EXERCISE REQUIREMENTS: For every line in the entries that contains "Serena", show the whole line.

Dataset entries:
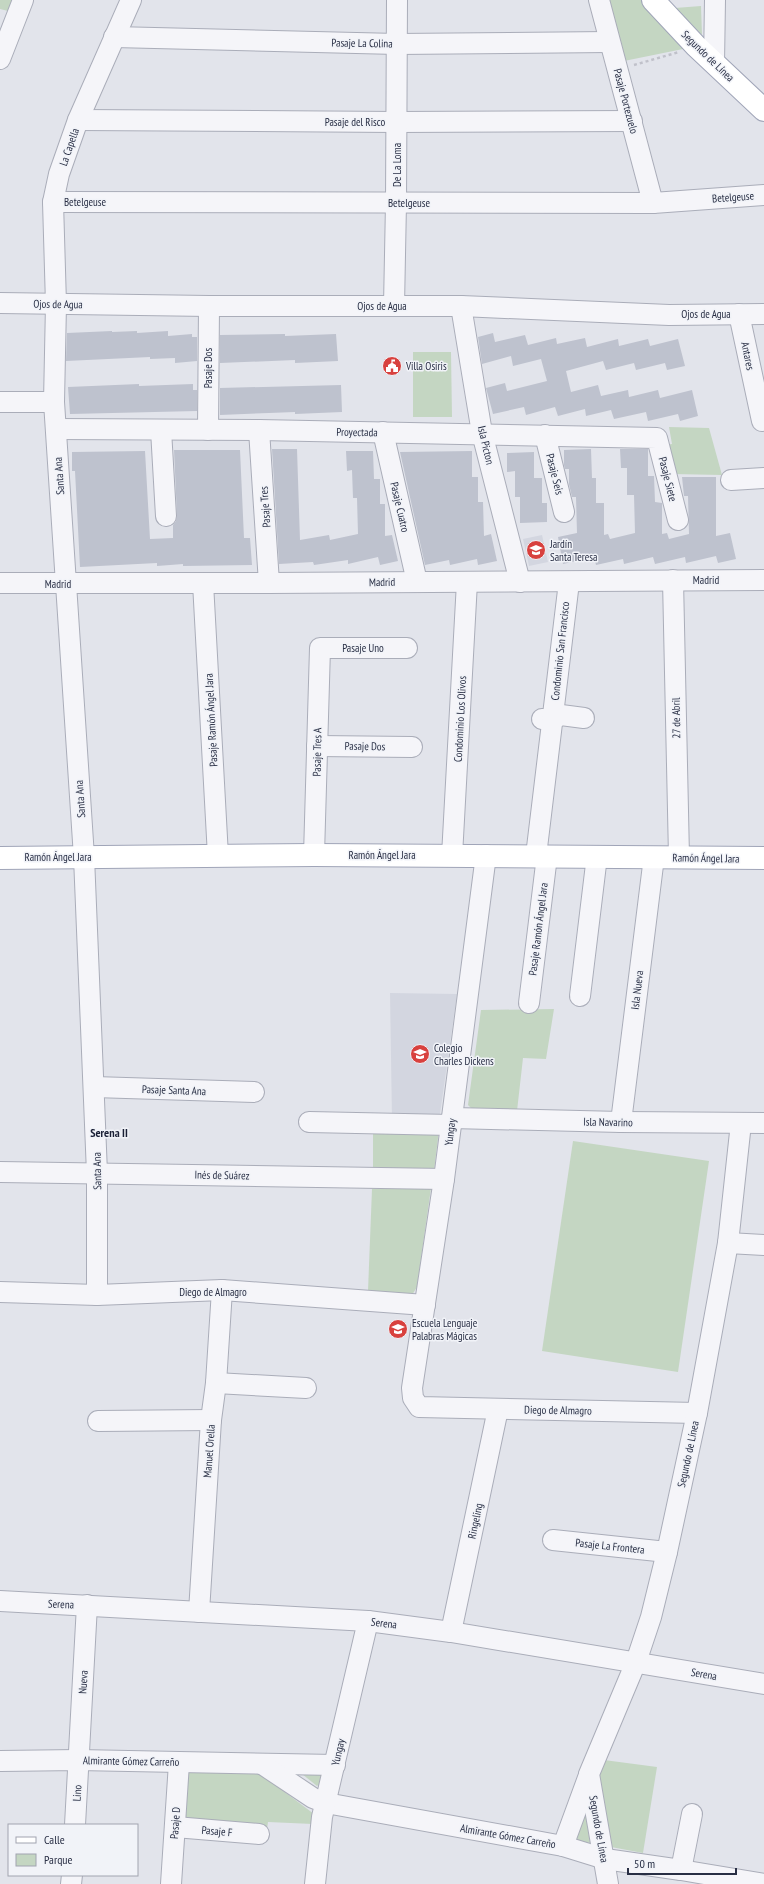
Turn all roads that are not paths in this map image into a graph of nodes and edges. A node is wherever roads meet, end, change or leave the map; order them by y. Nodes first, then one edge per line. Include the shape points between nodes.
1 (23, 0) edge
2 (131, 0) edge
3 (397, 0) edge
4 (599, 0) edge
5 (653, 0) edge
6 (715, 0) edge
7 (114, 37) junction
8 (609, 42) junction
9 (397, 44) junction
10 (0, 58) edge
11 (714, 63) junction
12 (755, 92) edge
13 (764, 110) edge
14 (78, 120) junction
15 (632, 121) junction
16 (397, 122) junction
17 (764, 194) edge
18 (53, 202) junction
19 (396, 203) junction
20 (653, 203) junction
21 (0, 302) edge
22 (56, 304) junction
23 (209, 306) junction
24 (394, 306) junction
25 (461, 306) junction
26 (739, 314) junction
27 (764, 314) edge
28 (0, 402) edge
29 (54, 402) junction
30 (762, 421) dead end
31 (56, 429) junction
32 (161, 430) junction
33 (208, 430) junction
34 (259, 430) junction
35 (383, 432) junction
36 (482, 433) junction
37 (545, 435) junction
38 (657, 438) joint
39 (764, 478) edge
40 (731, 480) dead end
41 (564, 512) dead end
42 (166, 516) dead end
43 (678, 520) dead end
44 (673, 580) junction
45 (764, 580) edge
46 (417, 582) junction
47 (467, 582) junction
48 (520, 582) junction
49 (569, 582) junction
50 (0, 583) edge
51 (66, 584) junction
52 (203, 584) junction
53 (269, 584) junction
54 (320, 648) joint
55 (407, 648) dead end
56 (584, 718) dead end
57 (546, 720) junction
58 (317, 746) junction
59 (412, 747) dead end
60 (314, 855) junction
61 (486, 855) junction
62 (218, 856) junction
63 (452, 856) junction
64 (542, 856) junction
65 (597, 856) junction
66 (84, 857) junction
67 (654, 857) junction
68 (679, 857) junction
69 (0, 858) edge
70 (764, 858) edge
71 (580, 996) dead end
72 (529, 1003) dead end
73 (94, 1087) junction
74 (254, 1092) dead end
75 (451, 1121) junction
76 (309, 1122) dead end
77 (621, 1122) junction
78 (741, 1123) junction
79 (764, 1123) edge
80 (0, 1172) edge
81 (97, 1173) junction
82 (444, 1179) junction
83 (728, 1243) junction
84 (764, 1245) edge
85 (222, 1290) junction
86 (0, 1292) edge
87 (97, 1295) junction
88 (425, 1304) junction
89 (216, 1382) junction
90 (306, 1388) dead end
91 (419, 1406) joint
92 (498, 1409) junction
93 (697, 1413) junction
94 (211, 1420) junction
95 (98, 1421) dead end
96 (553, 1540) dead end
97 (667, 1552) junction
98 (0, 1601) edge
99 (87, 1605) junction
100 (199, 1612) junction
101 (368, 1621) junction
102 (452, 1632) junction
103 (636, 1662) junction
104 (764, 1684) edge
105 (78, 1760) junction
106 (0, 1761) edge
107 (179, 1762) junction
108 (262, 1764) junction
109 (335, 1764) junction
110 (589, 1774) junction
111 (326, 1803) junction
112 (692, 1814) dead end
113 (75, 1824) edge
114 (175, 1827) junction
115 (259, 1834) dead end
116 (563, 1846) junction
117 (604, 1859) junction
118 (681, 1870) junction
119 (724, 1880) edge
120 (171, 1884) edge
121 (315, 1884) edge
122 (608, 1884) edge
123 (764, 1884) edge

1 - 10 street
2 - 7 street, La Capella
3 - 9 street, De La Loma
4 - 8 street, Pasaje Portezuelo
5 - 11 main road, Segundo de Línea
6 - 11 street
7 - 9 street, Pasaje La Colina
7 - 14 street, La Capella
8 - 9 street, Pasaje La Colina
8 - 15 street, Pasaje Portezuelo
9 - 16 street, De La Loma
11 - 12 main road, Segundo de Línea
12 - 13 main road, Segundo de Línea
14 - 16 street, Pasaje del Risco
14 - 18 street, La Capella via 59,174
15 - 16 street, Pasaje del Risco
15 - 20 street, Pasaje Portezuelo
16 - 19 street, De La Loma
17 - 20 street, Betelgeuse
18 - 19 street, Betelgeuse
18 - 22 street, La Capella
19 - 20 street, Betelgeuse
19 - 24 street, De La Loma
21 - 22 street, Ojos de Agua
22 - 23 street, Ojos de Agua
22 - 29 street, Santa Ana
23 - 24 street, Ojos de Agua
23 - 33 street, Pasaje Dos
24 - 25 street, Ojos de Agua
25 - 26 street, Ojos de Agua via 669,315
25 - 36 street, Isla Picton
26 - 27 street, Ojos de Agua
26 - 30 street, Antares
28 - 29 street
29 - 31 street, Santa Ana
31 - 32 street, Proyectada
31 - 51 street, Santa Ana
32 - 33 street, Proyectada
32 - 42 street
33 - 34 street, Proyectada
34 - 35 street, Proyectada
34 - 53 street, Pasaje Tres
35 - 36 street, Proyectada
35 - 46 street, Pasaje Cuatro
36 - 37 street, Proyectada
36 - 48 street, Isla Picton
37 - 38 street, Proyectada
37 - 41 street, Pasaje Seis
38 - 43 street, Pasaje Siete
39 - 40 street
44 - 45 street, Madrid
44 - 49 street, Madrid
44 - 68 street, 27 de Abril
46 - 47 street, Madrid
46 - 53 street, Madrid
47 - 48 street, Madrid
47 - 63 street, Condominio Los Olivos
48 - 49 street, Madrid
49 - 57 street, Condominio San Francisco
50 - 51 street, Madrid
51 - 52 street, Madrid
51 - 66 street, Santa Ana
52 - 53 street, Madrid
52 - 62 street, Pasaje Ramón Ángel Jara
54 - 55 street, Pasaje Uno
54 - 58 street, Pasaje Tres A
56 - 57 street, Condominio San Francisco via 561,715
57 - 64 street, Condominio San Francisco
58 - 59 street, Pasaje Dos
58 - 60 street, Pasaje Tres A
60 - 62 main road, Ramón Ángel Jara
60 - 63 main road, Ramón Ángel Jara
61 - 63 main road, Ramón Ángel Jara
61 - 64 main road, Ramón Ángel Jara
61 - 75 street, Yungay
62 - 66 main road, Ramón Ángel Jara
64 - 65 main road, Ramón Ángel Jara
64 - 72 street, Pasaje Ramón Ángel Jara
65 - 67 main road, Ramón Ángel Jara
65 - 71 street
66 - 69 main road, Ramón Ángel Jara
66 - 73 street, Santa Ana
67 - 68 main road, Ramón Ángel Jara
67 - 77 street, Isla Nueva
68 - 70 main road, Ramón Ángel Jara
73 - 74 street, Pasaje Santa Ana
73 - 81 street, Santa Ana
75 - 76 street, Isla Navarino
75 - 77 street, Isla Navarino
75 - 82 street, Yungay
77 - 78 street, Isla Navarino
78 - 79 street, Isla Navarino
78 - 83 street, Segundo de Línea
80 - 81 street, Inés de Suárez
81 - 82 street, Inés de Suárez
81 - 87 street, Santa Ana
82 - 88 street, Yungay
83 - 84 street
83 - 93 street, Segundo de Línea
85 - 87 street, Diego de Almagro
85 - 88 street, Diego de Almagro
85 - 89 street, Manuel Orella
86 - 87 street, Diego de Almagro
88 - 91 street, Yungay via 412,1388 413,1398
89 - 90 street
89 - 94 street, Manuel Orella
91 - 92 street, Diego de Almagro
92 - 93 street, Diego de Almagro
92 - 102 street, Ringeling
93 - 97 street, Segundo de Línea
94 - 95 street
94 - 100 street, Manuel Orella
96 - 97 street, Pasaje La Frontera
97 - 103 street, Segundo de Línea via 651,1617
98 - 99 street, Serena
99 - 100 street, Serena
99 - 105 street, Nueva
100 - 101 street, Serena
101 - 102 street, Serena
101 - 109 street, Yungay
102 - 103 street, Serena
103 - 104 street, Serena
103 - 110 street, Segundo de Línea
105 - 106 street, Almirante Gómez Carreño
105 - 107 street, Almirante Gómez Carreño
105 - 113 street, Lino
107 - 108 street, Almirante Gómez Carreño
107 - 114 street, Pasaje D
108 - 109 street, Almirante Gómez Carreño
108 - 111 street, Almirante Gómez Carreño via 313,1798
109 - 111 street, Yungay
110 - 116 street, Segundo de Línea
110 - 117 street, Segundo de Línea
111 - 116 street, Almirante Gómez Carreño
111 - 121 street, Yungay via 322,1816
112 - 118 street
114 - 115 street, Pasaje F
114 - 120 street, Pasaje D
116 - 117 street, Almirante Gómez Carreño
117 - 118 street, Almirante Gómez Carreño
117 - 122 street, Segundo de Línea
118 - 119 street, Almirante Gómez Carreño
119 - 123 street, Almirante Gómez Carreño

RESPONSE FOR THIS EXERCISE:
98 - 99 street, Serena
99 - 100 street, Serena
100 - 101 street, Serena
101 - 102 street, Serena
102 - 103 street, Serena
103 - 104 street, Serena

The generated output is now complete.